Resposta do Papa Francisco:
a) A resposta depende do significado que atribuem à palavra “reinterpretar”. Se for entendida como “interpretar melhor”, a expressão é válida. Nesse sentido, o Concílio Vaticano II afirmou que é necessário que, através do trabalho dos exegetas – e eu acrescentaria, dos teólogos – “o juízo da Igreja amadureça” (Concílio Ecumênico Vaticano II, Constituição Dogmática Dei Verbum, 12).
b) Portanto, se é verdade que a Revelação divina é imutável e sempre vinculante, a Igreja deve ser humilde e reconhecer que nunca esgota sua insondável riqueza e precisa crescer em sua compreensão.
c) Consequentemente, também cresce em sua compreensão do que ela mesma afirmou em seu Magistério.
d) As mudanças culturais e os novos desafios da história não alteram a Revelação, mas podem nos estimular a expressar melhor certos aspectos de sua riqueza transbordante que oferece sempre mais.
e) É inevitável que isso possa levar a uma melhor expressão de algumas afirmações passadas do Magistério, e isso de fato aconteceu ao longo da história.
f) Por outro lado, é verdade que o Magistério não é superior à Palavra de Deus, mas também é verdade que tanto os textos da Escritura quanto os testemunhos da Tradição precisam de uma interpretação que permita distinguir sua substância perene dos condicionamentos culturais. Isso é evidente, por exemplo, em textos bíblicos (como Êxodo 21, 20-21) e em algumas intervenções magisteriais que toleravam a escravidão (cf. Nicolau V, Bula Dum Diversas, 1452). Esse não é um argumento secundário, dada sua íntima conexão com a verdade perene da dignidade inalienável da pessoa humana. Esses textos precisam de uma interpretação. O mesmo se aplica a algumas considerações do Novo Testamento sobre as mulheres (1 Coríntios 11, 3-10; 1 Timóteo 2, 11-14) e a outros textos da Escritura e testemunhos da Tradição que não podem ser repetidos hoje materialmente.

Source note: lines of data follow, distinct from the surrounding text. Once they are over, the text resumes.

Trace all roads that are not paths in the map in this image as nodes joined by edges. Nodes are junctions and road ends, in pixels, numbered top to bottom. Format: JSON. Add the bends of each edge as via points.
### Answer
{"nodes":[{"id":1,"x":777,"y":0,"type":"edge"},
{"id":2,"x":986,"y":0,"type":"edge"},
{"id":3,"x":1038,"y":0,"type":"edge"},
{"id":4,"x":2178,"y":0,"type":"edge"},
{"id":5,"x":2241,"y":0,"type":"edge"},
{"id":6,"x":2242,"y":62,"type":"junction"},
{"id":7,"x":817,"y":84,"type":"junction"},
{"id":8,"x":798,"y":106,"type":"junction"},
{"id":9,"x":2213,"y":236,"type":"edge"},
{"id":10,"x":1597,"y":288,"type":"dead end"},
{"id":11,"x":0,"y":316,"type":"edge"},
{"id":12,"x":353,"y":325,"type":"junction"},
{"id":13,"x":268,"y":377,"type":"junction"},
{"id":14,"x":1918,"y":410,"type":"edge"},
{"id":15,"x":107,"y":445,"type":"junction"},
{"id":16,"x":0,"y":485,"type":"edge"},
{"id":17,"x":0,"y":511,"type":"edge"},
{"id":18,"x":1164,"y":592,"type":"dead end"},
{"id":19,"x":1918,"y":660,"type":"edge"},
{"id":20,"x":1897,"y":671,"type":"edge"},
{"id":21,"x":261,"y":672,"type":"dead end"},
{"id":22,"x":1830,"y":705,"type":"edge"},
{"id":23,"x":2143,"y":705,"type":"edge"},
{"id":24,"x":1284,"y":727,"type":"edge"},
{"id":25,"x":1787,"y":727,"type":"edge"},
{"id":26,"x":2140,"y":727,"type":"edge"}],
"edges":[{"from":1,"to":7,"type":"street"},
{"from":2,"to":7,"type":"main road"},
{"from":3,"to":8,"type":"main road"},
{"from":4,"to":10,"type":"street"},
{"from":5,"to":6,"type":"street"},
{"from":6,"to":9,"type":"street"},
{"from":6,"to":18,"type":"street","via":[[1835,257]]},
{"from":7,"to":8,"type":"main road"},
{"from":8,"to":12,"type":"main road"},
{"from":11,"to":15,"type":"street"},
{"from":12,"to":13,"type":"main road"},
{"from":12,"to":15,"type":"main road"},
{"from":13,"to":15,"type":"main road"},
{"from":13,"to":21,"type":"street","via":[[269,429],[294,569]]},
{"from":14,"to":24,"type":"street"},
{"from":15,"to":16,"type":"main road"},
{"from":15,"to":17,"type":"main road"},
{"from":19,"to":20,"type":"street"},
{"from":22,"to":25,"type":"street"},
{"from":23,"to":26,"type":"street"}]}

g) É importante enfatizar que o que não pode mudar é aquilo que foi revelado “para a salvação de todos” (Concílio Ecumênico Vaticano II, Constituição Dogmática Dei Verbum, 7). Portanto, a Igreja constantemente deve discernir entre aquilo que é essencial para a salvação e aquilo que é secundário ou que se encontra menos diretamente relacionado a esse objetivo. Interessa-me recordar o que São Tomás de Aquino afirmou: “quanto mais se desce ao particular, mais aumenta a indeterminação” (Summa Theologiae 1-1 1, q. 94, art. 4).
h) Por fim, uma única formulação de uma verdade nunca pode ser compreendida adequadamente se for apresentada de forma solitária, isolada do contexto rico e harmonioso de toda a Revelação. A “hierarquia das verdades” também implica colocar cada verdade em conexão adequada com verdades mais centrais e com o ensino da Igreja como um todo. Isso pode levar a diferentes maneiras de expor a mesma doutrina, mesmo que “para aqueles que sonham com uma doutrina monolítica defendida por todos sem nuances, isso pode parecer uma dispersão imperfeita. Mas a realidade é que tal variedade ajuda a manifestar e desenvolver melhor os diferentes aspectos da inesgotável riqueza do Evangelho (Evangelii gaudium, 40). Cada corrente teológica tem seus riscos, mas também suas oportunidades.